Friendly International Double-Header

4 February 2015

Honduras vs Venezuela

Estadio Olímpico Metropolitano, San Pedro Sula 

11 February 2015 

Venezuela vs Honduras

Estadio Agustín Tovar, Barinas 

Less Prestigious Than Friendlies?

This international double-header between two nations represented by players from their respective domestic leagues (plus three MLS stars, in the case of Honduras) would be more accurately defined as a pair of ‘B’ internationals. Indeed, approximately three-quarters of a typical, fully fit Venezuela squad tends to consist of players based overseas. Even from the pool of home players, coach Noel Sanvicente has been partially thwarted in his attempt to watch the best local talent at close-quarters as the dates of these two matches coincide with Deportivo Táchira’s two Copa Libertadores play-off games against Paraguayan giants Cerro Porteño. From the side from San Cristóbal, he would have likely called up young centre-back Wilker Ángel (who scored on his debut against Bolivia in November), jinking midfielder Yohandry Orozco (who also featured against El Verde), as well as Gelmin Rivas (the highest scoring Venezuelan in the domestic league). Consequently, as these games are going to be contested by players who are largely unlikely to even feature again on the same field together for their country, it is a struggle, at least from tactical and team-building perspectives, to justify their arrangement.

The Managers:

Any Preparation Time is Invaluable

It may well prove that what the respective managers gain from proceedings will not be readily discernible to the majority of spectactors, as this may consist of learning who they feel they can trust, who are most receptive to their ideas and/or who shows the most potential in training.

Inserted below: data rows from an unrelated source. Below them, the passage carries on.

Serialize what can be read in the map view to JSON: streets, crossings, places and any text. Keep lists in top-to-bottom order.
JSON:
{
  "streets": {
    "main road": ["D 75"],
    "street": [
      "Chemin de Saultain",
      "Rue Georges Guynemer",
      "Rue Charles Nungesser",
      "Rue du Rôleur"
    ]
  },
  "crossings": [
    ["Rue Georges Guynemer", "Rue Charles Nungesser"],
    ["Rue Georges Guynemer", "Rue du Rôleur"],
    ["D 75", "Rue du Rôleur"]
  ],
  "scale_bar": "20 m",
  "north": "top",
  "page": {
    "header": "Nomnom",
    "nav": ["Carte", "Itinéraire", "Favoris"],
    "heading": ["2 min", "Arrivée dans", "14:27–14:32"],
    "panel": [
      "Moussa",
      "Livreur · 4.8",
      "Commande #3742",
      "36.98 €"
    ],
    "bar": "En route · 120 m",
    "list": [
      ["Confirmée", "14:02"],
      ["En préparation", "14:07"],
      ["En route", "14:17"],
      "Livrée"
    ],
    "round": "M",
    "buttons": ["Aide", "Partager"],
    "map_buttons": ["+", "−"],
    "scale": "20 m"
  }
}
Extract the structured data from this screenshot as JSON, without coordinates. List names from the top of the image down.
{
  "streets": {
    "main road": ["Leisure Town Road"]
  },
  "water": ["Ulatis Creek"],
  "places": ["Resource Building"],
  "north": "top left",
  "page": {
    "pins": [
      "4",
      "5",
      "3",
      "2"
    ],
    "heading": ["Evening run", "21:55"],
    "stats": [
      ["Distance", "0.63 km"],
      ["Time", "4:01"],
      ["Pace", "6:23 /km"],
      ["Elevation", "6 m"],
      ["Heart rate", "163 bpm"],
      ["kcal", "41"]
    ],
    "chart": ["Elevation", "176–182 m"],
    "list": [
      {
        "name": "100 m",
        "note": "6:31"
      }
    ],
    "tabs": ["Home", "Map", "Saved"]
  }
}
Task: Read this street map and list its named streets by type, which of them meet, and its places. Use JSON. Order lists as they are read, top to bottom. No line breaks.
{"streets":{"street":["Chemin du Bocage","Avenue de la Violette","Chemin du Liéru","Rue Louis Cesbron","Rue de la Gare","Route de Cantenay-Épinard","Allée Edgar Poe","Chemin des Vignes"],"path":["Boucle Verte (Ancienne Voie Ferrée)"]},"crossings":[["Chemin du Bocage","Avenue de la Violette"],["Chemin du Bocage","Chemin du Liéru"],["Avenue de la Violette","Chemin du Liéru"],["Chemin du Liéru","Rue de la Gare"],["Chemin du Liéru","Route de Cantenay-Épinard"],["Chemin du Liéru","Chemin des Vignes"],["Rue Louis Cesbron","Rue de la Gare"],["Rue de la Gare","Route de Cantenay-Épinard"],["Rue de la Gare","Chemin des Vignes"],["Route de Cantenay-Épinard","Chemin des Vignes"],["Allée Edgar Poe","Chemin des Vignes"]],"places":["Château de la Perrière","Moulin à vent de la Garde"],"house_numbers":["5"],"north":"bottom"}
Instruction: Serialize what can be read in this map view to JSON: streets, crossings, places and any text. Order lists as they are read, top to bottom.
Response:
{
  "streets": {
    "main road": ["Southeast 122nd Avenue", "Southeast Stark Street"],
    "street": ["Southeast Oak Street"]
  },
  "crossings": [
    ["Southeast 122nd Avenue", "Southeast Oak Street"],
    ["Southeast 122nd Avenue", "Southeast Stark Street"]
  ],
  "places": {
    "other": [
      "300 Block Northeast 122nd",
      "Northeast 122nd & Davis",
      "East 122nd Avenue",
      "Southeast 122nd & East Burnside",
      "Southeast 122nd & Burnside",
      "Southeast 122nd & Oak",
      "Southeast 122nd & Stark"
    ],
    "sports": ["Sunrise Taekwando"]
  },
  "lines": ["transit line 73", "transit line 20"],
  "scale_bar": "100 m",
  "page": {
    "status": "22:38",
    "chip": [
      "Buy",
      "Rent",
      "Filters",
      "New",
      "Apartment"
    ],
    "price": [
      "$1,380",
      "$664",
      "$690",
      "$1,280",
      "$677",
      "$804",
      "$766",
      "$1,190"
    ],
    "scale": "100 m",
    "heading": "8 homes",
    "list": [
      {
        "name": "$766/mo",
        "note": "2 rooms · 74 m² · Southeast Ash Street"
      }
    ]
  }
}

For Honduras, these will be the first two games under the stewardship of Colombian coach Jorge Luis Pinto, last seen in the dugout by a mass audience guiding Costa Rica to a remarkable Quarter-Final finish in the 2014 World Cup. It remains to be seen whether he opts for the defence-minded counter-attacking approach that he utilised with Los Ticos when leading this particular Central American nation who generated some headlines of their own in Brazil – though largely for their rather physical play on and off the ball. With both squads mostly containing home-based players he does, arguably, have an advantage over his opposite number as he possesses some first-hand insights into Venezuelan football. Indeed, for almost a year and a half prior to taking the Costa Rica job, he was the coach of Deportivo Táchira and ended his reign with great success by winning the 2010-11 championship. Thus, as neither nation has called upon any of their emerging prospects from their U20 contingents – both of which having been recently preoccupied with their respective regional tournaments – he should have some familiarity with the majority of the Venezuelan side.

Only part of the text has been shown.